Certainly, this mile-high action flick would barely get off the ground without such technological aids, considering its premise is as reliant on Miss Marple mysteries—specifically, the gathering of potential perpetrators who conform to certain types—as it is on digital devices.
The rather ingenious if preposterous premise, one that only goes way off course in the heavy-handed third act: Neeson’s burned-out alcoholic air marshal struggles to find the fellow passenger aboard his New York-to-London flight who has sent him anonymous messages threatening that someone on the plane will be killed every 20 minutes until $150 million is deposited in a special account.
As most frequent flyers, know there are rules about phone use once you leave the gate. But ignoring such regulations is just one of the reasons "Non-Stop" is so ridiculously entertaining in spite of its occasional lapses in real-world logic. Nicotine addicts might vicariously appreciate how Neeson’s Bill Marks disables the smoke detector in the lavatory—duct tape is the key—so he can puff away while aloft with impunity. Others may be awed by how our grizzled hero takes advantage of the narrow confines of that same bathroom to efficiently pulverize an attacker to death.

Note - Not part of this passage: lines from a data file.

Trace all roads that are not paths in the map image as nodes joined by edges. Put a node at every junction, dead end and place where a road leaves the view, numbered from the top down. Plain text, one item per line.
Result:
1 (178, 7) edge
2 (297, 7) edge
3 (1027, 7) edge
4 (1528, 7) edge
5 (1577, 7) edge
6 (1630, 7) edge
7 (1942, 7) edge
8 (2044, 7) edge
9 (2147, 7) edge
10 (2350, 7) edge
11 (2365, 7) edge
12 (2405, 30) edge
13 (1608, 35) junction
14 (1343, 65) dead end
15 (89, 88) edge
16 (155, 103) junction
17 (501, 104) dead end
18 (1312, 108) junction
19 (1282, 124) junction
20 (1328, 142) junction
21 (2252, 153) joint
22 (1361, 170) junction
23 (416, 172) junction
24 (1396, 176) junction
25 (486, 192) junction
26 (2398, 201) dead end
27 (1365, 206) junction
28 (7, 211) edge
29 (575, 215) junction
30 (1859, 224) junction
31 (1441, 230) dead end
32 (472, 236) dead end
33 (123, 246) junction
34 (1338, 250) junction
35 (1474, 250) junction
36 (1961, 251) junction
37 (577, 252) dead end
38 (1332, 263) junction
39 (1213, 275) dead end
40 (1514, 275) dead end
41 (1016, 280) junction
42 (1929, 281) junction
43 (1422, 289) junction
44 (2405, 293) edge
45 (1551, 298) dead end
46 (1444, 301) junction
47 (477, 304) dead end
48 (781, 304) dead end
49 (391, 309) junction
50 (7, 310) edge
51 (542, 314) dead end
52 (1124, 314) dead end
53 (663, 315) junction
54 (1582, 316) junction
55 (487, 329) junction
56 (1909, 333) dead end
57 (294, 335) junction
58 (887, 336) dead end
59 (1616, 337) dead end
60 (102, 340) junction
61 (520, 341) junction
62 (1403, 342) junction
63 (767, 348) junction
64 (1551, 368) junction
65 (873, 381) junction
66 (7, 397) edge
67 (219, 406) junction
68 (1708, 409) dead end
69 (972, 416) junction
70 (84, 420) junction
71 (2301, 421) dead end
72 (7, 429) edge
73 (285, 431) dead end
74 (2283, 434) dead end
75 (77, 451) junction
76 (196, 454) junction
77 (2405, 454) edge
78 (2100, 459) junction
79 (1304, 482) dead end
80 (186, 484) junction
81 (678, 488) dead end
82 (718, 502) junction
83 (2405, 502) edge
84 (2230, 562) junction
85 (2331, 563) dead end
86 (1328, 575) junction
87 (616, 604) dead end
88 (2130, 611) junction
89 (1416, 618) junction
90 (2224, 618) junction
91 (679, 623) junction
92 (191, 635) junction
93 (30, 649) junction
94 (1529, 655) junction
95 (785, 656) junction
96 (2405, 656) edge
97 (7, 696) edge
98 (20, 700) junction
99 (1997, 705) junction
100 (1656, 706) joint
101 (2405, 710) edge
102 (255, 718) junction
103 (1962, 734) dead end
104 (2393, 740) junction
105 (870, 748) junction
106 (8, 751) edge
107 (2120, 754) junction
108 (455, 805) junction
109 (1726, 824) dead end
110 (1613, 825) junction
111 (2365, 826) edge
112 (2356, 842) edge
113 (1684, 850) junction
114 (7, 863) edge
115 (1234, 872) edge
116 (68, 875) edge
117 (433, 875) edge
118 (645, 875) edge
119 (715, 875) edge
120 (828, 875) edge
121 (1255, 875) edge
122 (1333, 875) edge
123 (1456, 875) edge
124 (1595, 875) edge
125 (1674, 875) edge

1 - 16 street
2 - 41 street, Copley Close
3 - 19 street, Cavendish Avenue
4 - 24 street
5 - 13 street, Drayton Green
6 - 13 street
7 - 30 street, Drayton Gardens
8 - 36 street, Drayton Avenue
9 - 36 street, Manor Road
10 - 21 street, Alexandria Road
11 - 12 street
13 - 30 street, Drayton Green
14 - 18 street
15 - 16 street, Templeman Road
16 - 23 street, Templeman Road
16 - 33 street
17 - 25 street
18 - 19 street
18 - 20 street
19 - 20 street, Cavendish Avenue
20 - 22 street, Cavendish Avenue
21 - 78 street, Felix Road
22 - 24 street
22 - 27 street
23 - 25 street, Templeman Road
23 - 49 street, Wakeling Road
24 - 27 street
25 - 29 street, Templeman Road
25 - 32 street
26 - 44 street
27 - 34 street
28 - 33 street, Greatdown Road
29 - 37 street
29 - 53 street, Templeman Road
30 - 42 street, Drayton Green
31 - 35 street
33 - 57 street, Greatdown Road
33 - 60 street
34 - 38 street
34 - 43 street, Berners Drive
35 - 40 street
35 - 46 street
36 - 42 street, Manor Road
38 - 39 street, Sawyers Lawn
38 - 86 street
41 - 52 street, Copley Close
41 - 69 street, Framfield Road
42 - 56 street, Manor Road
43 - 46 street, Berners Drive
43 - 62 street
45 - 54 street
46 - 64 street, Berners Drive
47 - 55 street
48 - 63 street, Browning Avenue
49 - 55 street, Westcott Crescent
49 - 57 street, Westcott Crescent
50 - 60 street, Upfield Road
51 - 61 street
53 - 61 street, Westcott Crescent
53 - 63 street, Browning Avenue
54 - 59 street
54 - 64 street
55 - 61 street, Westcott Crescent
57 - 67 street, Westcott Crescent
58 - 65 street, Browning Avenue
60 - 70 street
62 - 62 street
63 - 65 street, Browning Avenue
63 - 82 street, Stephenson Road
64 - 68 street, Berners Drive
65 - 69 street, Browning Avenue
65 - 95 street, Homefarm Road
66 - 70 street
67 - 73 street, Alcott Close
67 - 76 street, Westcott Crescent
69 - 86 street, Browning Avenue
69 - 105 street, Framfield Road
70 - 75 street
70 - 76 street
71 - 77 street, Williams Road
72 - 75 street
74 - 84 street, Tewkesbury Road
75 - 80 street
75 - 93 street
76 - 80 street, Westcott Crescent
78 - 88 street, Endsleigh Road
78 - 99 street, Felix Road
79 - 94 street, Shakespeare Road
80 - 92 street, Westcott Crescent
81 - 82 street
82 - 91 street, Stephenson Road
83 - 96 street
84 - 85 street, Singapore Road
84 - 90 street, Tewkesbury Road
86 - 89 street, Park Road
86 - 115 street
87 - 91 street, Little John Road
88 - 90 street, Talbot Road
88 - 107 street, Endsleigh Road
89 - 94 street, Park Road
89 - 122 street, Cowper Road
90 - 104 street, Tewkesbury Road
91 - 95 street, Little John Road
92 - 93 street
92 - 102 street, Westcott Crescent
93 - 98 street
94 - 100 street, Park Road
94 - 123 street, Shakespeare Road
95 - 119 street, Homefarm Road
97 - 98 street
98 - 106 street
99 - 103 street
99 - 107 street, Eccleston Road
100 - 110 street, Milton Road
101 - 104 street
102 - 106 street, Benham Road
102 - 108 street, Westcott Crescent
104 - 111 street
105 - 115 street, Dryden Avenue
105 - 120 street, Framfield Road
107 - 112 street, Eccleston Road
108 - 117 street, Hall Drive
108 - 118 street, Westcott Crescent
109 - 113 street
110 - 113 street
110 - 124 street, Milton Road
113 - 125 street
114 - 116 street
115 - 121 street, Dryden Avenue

Director Jaume Collet-Serra and veteran producer Joel Silver ("The Matrix" franchise, "Die Hard" and "Die Hard 2"), who both previously teamed with Neeson on 2011’s "Unknown", happily settle for economy-class storytelling. They know that their not-so-gentle giant of a star will emote just enough to keep the audience satisfied as he forcefully strides through the aisles and shouts orders in his resonant Irish burr. They also know how to humanize him, as Neeson kindly reassures the mandatory unaccompanied minor, a blonde moppet with stuffed animal in tow.

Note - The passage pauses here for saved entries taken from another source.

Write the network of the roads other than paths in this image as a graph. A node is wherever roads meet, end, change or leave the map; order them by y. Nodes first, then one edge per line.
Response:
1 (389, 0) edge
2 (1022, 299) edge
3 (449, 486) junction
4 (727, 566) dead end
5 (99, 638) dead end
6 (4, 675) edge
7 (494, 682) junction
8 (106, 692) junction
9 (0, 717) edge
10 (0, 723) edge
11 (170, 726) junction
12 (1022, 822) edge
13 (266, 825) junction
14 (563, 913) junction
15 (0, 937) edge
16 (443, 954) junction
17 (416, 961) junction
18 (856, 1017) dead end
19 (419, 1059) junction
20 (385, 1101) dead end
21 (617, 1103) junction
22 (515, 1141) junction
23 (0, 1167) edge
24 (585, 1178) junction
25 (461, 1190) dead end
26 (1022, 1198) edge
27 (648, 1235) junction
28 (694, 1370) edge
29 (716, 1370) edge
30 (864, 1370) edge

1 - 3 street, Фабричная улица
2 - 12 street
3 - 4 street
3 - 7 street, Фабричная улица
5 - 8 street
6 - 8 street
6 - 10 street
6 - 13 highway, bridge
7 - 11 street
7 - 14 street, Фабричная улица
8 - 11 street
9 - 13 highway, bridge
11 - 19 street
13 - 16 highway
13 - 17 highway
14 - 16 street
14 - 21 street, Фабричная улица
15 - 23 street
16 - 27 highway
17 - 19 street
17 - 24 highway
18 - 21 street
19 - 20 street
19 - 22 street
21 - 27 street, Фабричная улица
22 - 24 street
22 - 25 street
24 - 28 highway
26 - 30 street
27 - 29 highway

They do, however, indulge in upgrades when it comes to the supporting cast—most suspicious characters in their own special way. Many are over-qualified for the assignment, similar to the way stage legend Helen Hayes played a little old lady stowaway in 1970's "Airport". Rest assured none will be winning an Oscar like Hayes did for her ride in the sky, but attaching themselves to the coattails of a late-career box-office titan like Neeson is a reward in itself.
Look, there's "Downton Abbey"'s Lady Mary—Michelle Dockery—as the main flight attendant (I kept wishing she would pull a Karen Black and commandeer the cockpit, but there is always the possible sequel). That bald NYPD cop who keeps grousing? Corey Stoll from Netflix's "House of Cards". And isn't that Scoot McNairy of "Argo" as the skinny nervous guy with glasses?
And what about four-time Oscar nominee Julianne Moore as an over-stressed businesswoman who is lucky enough to be seated next to a grimacing Neeson? And, speaking of Academy Awards, current supporting actress nominee Lupita Nyong’o of "12 Years a Slave", who spouts barely five lines on camera in a fetching British accent, is Lady Mary's fellow attendant. There is also a Muslim doctor (racial profiling opportunity, naturally) and a nerdy black computer specialist for added diversity.
The twist, which is revealed in the trailer, is that the terrorist mastermind behind this stunt has figured out a way to manipulate matters so that Neeson's disgruntled marshal appears to be a hijacker holding everyone hostage. It doesn't help that he keeps waving his gun and roughing up the passengers while increasing the ever-present post-9/11 levels of paranoia. In one of several welcome comic-relief moments, as the passengers appear ready to mutiny against their supposed captor, Neeson suddenly offers everyone free international travel for a year on behalf of the airline.
Overall, it is indeed a recommended movie to watch.